- Battle of Daha: Part of the Mongol invasion of Java
| Date | 26 April 1293 |
| Location | Daha (Kediri), East Java, Indonesia |
| Result | Yuan–Majapahit victory |

Belligerents
- Yuan dynasty Majapahit: Kediri Kingdom

Commanders and leaders
- Raden Wijaya: Jayakatwang Kebo Mundarang

Strength
- Unknown: Unknown

Casualties and losses
- Unknown: 5,000 killed Many drowned while fleeing

= Battle of Daha =

1293 battle in Java

The Battle of Daha took place on 26 April 1293 in Daha (modern Kediri), during the Mongol invasion of Java. Allied forces of the Yuan dynasty and Raden Wijaya, founder of the Majapahit Empire, defeated the army of Jayakatwang, ruler of the Kediri Kingdom. After an 8-hour battle, Jayakatwang's troops were routed, with 5,000 killed and many others drowning while fleeing. Jayakatwang surrendered and was captured, ending his rule, though Raden Wijaya would later turn against his Mongol allies.

== Background ==
When the Yuan army arrived in Java, Raden Wijaya sent an envoy from Madura and informed them that Kertanagara had been killed in a palace coup and the usurper, Jayakatwang, currently ruled in his place. Wijaya allied himself with the army to fight against Jayakatwang and gave the Mongols a map of the country Kalang (Gelang-gelang, another name for Kediri). According to the History of Yuan, Wijaya attacked Jayakatwang without success when he heard of the arrival of the Yuan navy. Then he requested their aid. In return, Yuan generals demanded his submission to their emperor, and he gave it. Raden Wijaya promised a tribute including two princesses should the army succeed in destroying Kediri.

== Battle ==
The army arrived at Daha on the 26th April. The prince of Kediri defended the city with his troops. The battle lasted from 6:00 am to 14:00 pm. After attacking 3 times, Kediri forces were defeated and fled. At the same time that the Mongol and Kediri forces clashed, Majapahit forces attacked the city from another (Note: From the south according to Kidung Panji Wijayakrama, or east according to Pararaton. Nevertheless Kidung Panji Wijayakrama indicated there is a clash in the east too.) side and quickly defeated the guards. Raden Wijaya went into the palace and freed the princess which has been taken captive by Jayakatwang and her two handmaidens. A few thousand Kediri troops tried to cross the river but drowned while 5,000 were killed in the battle.
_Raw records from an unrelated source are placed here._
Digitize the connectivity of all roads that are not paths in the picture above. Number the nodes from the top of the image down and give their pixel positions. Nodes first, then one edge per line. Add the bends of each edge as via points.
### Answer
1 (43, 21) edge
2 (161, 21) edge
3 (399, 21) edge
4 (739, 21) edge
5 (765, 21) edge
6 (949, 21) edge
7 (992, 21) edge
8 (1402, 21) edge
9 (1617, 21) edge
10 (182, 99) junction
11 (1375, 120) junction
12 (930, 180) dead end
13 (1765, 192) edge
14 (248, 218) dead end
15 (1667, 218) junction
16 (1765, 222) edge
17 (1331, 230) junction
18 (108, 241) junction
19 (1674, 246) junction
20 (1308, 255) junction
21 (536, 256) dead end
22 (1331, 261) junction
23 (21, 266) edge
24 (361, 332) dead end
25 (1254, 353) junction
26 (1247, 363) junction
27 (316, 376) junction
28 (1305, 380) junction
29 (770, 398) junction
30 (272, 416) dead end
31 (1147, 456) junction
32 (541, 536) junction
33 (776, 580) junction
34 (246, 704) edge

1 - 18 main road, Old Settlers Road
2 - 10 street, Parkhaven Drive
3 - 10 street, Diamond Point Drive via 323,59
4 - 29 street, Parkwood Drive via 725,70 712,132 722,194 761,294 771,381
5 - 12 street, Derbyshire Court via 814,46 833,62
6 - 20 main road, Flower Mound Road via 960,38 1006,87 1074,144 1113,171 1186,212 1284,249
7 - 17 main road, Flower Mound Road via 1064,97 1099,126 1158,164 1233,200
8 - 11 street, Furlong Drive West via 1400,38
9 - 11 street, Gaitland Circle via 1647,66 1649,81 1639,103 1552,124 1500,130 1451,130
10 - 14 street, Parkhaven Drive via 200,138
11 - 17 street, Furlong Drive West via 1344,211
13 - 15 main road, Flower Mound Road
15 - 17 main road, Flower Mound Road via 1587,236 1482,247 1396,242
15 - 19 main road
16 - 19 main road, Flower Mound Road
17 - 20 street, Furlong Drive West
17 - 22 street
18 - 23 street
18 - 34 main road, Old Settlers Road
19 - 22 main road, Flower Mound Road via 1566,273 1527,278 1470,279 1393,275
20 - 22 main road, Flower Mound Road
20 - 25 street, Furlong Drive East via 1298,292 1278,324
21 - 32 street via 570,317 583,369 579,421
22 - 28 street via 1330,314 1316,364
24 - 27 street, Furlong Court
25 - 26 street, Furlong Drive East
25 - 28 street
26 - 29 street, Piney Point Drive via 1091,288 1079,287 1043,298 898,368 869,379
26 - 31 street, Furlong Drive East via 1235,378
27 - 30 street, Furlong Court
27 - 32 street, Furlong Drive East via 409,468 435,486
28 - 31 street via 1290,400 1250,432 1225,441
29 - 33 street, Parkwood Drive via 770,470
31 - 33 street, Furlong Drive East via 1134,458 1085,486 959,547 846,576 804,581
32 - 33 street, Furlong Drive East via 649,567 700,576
King Jayakatwang retreated to his fortress only to find out that his palace had been burned. The Yuan army then rounded up Daha and called on the king to surrender. In the afternoon, Jayakatwang declared his submission to the Mongols. The Yuan army captured Jayakatwang, his son, his wife and all his officers. Kebo Mundarang, who battled in the south, was defeated and fled, only to be captured by Sora. He was brought to a plain and executed. (Note: According to Pararaton, Kebo Mundarang battled in the east. He was pursued by Rangga Lawe to a place called Trinipanti valley and killed.)

== Aftermath ==
Once Jayakatwang had been captured by Yuan forces, Raden Wijaya returned to Majapahit, ostensibly to prepare his tribute settlement, and leaving his allies to celebrate their victory. Shi Bi and Yighmish allowed Raden Wijaya to go back to his country to prepare his tribute and a new letter of submission, but Gao Xing disliked the idea and he warned the other two. Wijaya asked the Yuan forces to come to his country unarmed, as the princesses could not stand the sight of weapons.